"Twenty-four hours," she repeated. "Five o'clock in the morning. Dawn. Breakfast-time, maybe. Oh, it's horrible!"
Rich said nothing more. Without a glance at them he quietly left the library.
The minutes dragged on. With an instinct of neatness, Ann replaced the volume of the encyclopedia on its shelf.
"I think I'll go home," she decided in a colorless voice. "There's nothing I can do here, and I've got to be up early tomorrow morning. Will you — will you walk part of the way with me?"
"I'll walk all the way with you."
"I go out the back. It's only in Drayton Road, near here.-You go up Elm Lane, behind the house, and turn into Old Bath Road."

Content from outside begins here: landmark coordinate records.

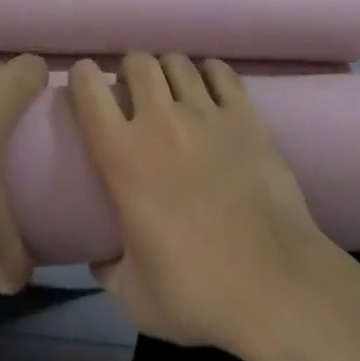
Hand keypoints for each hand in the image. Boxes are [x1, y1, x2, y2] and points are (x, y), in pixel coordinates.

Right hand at [68, 54, 338, 353]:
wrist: (276, 286)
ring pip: (178, 62)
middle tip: (135, 93)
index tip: (86, 85)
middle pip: (138, 62)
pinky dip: (210, 73)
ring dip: (169, 71)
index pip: (90, 89)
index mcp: (123, 157)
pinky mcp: (245, 115)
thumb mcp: (136, 298)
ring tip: (173, 90)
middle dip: (130, 70)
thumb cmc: (199, 293)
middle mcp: (160, 121)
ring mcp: (206, 112)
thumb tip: (99, 258)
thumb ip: (109, 270)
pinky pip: (221, 72)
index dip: (83, 77)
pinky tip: (211, 88)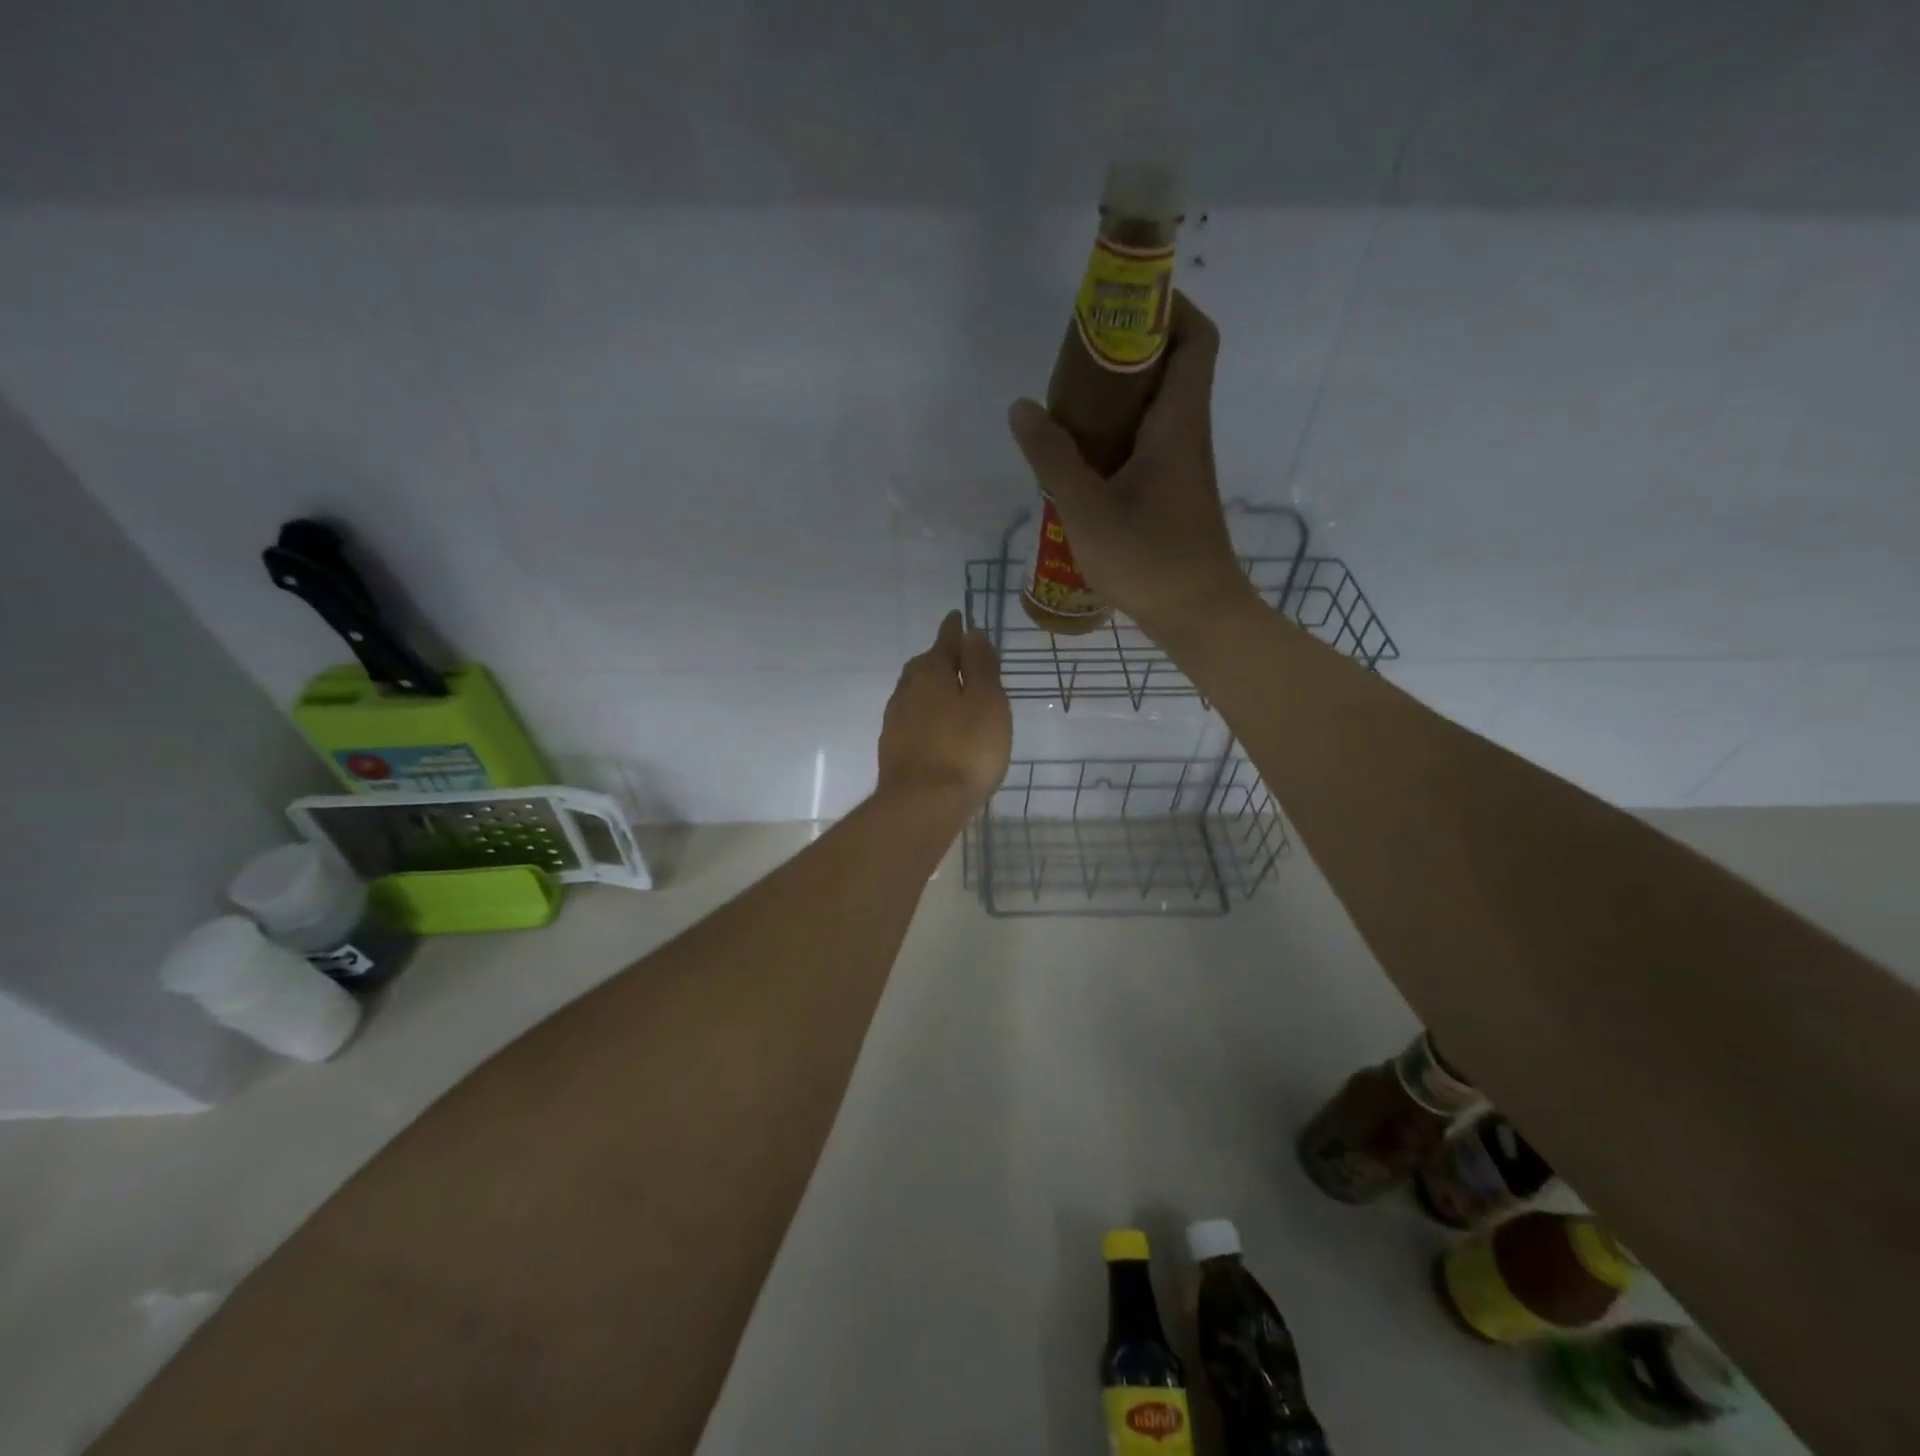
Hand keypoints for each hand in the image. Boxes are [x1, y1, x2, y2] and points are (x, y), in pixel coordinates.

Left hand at [876, 611, 1011, 814]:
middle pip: (924, 665)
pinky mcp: (892, 747)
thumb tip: (971, 633)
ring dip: (931, 687)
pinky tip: (935, 727)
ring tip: (950, 692)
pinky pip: (911, 717)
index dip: (955, 629)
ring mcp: (895, 720)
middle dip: (940, 658)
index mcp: (931, 673)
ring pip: (914, 692)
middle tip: (959, 659)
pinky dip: (925, 713)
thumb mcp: (987, 702)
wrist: (922, 804)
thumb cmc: (966, 749)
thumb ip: (980, 666)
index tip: (958, 617)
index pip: (945, 641)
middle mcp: (907, 690)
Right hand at [1007, 293, 1251, 636]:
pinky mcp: (1173, 495)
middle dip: (1127, 352)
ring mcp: (1182, 468)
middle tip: (1075, 362)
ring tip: (1067, 410)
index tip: (1120, 308)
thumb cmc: (1149, 559)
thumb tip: (1022, 407)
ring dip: (1118, 400)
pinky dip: (1118, 438)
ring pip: (1157, 410)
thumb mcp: (1088, 510)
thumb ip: (1052, 458)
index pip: (1195, 338)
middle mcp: (1188, 435)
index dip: (1168, 307)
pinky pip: (1147, 446)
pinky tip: (1080, 463)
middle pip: (1172, 368)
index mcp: (1178, 423)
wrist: (1197, 615)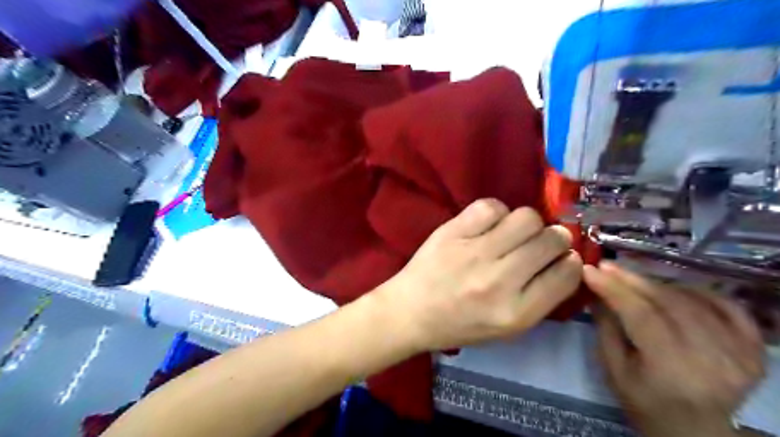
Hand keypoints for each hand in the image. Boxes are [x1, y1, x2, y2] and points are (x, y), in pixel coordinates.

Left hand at [374, 197, 581, 350]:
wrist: (410, 311)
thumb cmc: (459, 325)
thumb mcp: (507, 328)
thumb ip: (539, 298)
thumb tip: (564, 260)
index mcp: (516, 313)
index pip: (566, 274)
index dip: (570, 261)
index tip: (562, 258)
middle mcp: (499, 281)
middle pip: (550, 240)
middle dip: (555, 238)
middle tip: (540, 242)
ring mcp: (474, 252)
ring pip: (526, 217)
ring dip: (528, 223)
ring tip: (513, 233)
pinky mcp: (452, 232)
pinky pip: (490, 207)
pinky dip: (496, 212)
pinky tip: (488, 225)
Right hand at [581, 263, 766, 436]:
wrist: (697, 433)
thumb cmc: (646, 404)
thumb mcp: (614, 371)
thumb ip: (606, 328)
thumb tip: (597, 291)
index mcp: (672, 370)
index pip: (642, 316)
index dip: (614, 289)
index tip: (591, 270)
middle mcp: (712, 359)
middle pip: (669, 303)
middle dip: (632, 280)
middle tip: (608, 267)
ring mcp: (740, 353)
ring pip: (694, 300)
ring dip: (658, 284)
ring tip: (633, 280)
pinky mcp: (754, 349)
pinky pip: (729, 307)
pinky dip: (700, 292)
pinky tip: (676, 289)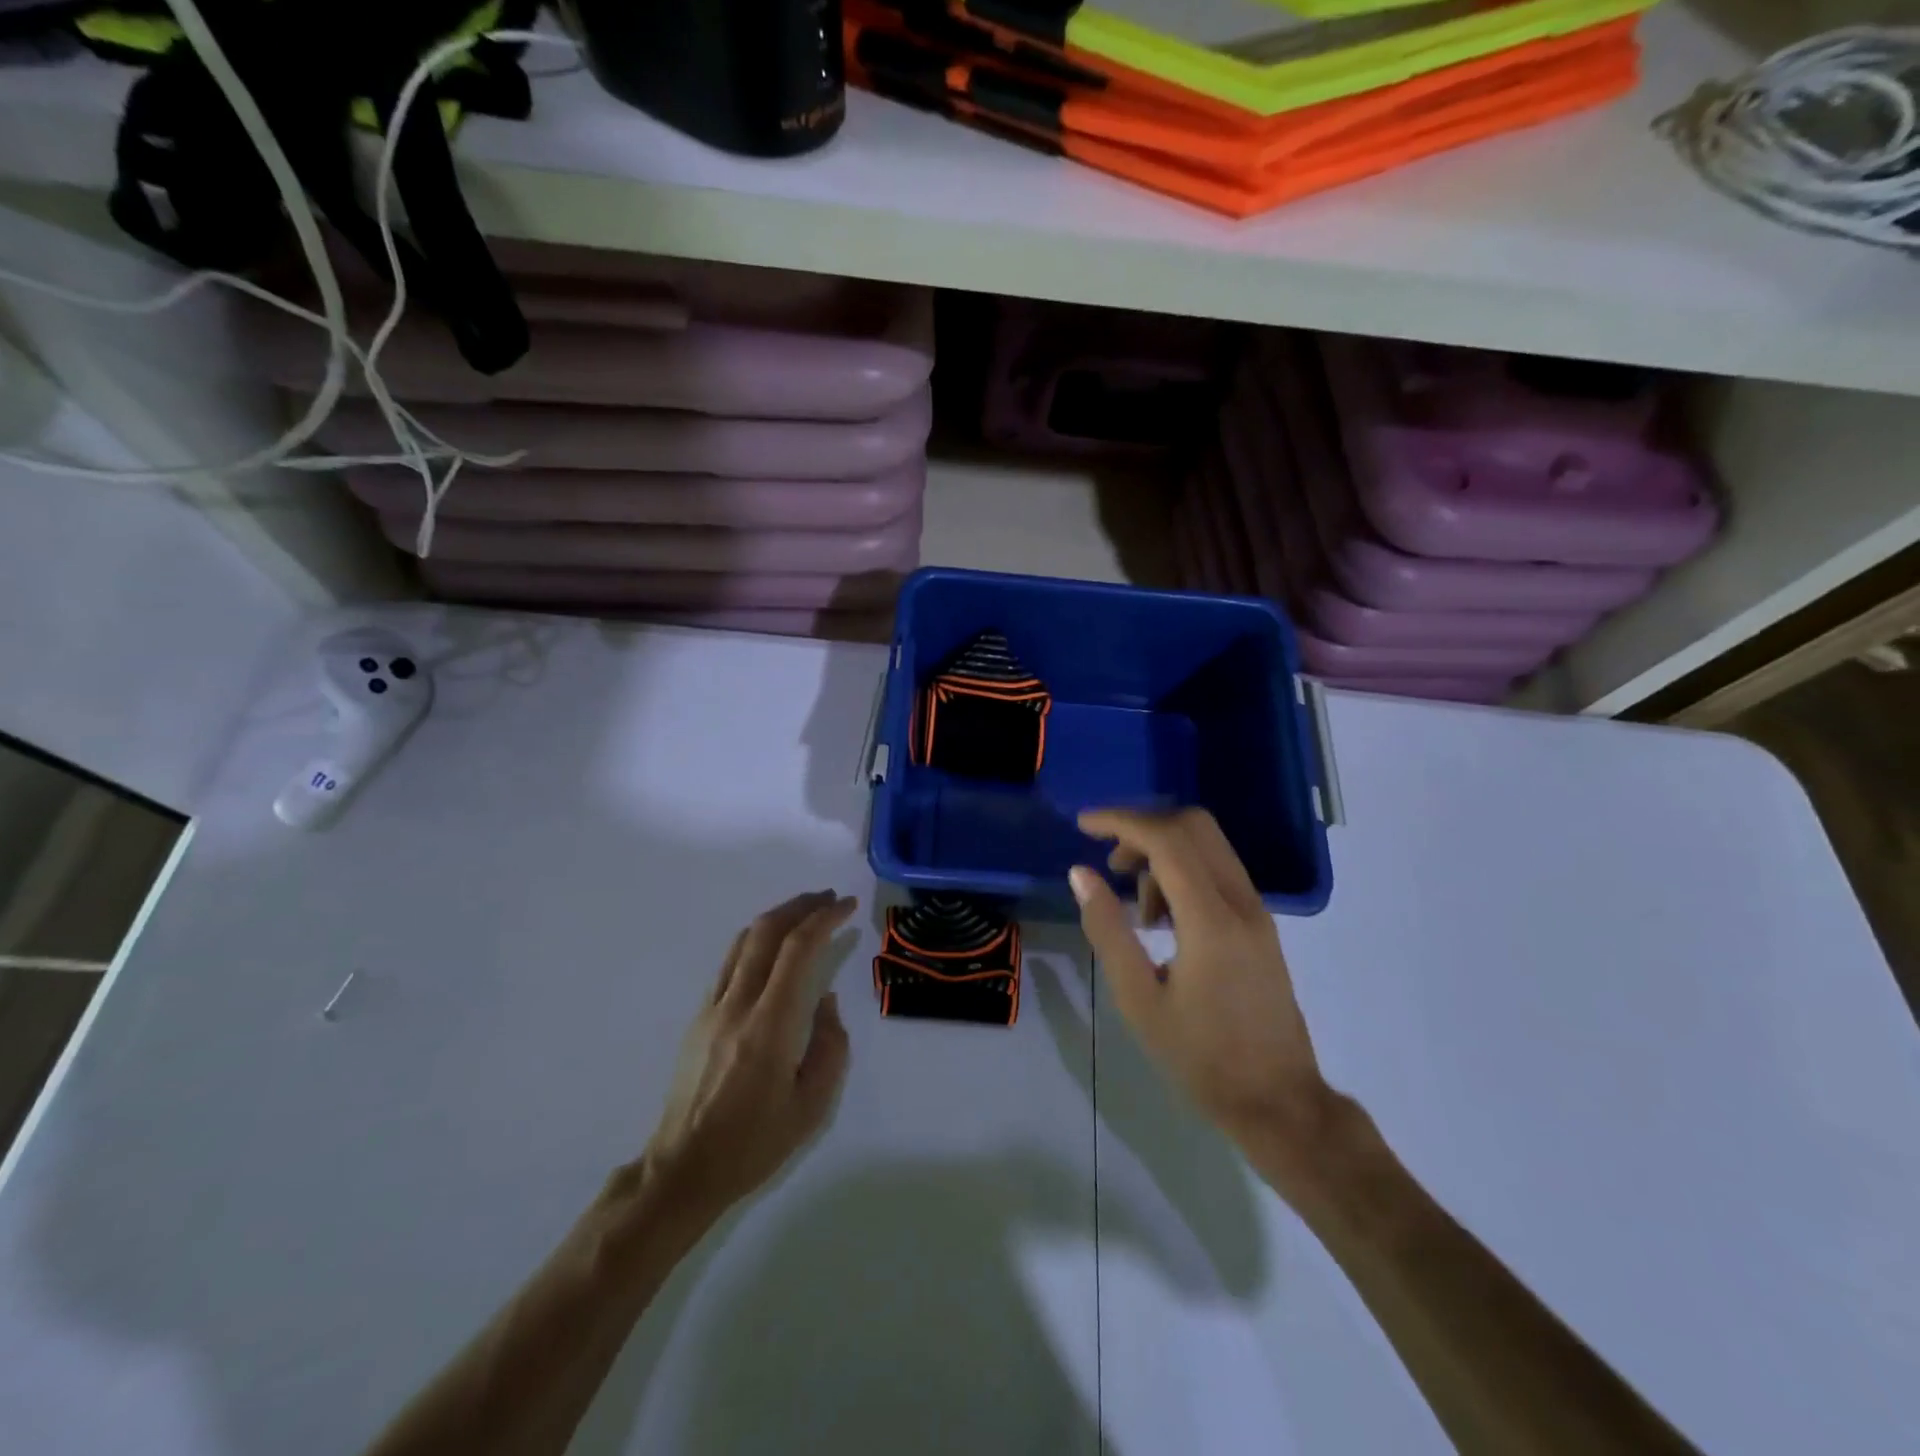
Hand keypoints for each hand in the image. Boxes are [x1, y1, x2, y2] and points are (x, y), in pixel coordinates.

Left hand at [644, 891, 856, 1222]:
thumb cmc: (754, 1143)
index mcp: (769, 1025)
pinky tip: (772, 949)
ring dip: (777, 917)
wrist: (683, 1169)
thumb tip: (823, 1002)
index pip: (797, 950)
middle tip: (829, 899)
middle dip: (801, 906)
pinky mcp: (699, 1016)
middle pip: (767, 931)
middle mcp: (737, 1004)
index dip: (824, 919)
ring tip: (804, 913)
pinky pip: (731, 962)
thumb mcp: (812, 1105)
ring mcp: (712, 1007)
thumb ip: (830, 1045)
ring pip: (744, 941)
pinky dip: (757, 940)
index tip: (846, 907)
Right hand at [1070, 809, 1327, 1149]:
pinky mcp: (1260, 923)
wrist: (1278, 1101)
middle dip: (1143, 829)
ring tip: (1138, 910)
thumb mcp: (1138, 999)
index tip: (1083, 825)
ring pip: (1207, 845)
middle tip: (1111, 865)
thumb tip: (1081, 873)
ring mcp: (1256, 910)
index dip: (1121, 821)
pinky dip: (1183, 872)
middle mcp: (1241, 901)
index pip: (1167, 839)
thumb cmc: (1201, 1057)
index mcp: (1211, 919)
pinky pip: (1218, 870)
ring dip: (1163, 853)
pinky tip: (1163, 919)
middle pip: (1193, 826)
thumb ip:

With no foreboding of what was to come within the next half-hour, Courtney opened the door for her. They tiptoed across the hardwood floor of the hall to the dining room. Some sort of subdued argument now seemed to be going on in the hall upstairs. Two words, "continuous contraction," emerged in H.M.'s voice, followed by the fierce shushing tones of Dr. Nithsdale.
The dining room was dark, but the white-tiled kitchen beyond was lighted. A clock ticked with homely effect on a shelf over the refrigerator. Daisy Fenton, her eyes red with weeping, sat rigidly on a kitchen chair and occasionally wiped her eyes with a corner of her apron.
By the sink stood a stout gray-haired woman whom Courtney supposed to be Mrs. Propper, the cook. Though she held herself like a grenadier, her own eyebalk had a strained look which indicated emotion not far off.
A swing door (which, unexpectedly, did not creak at all) admitted Ann and Courtney to this warm domestic interior.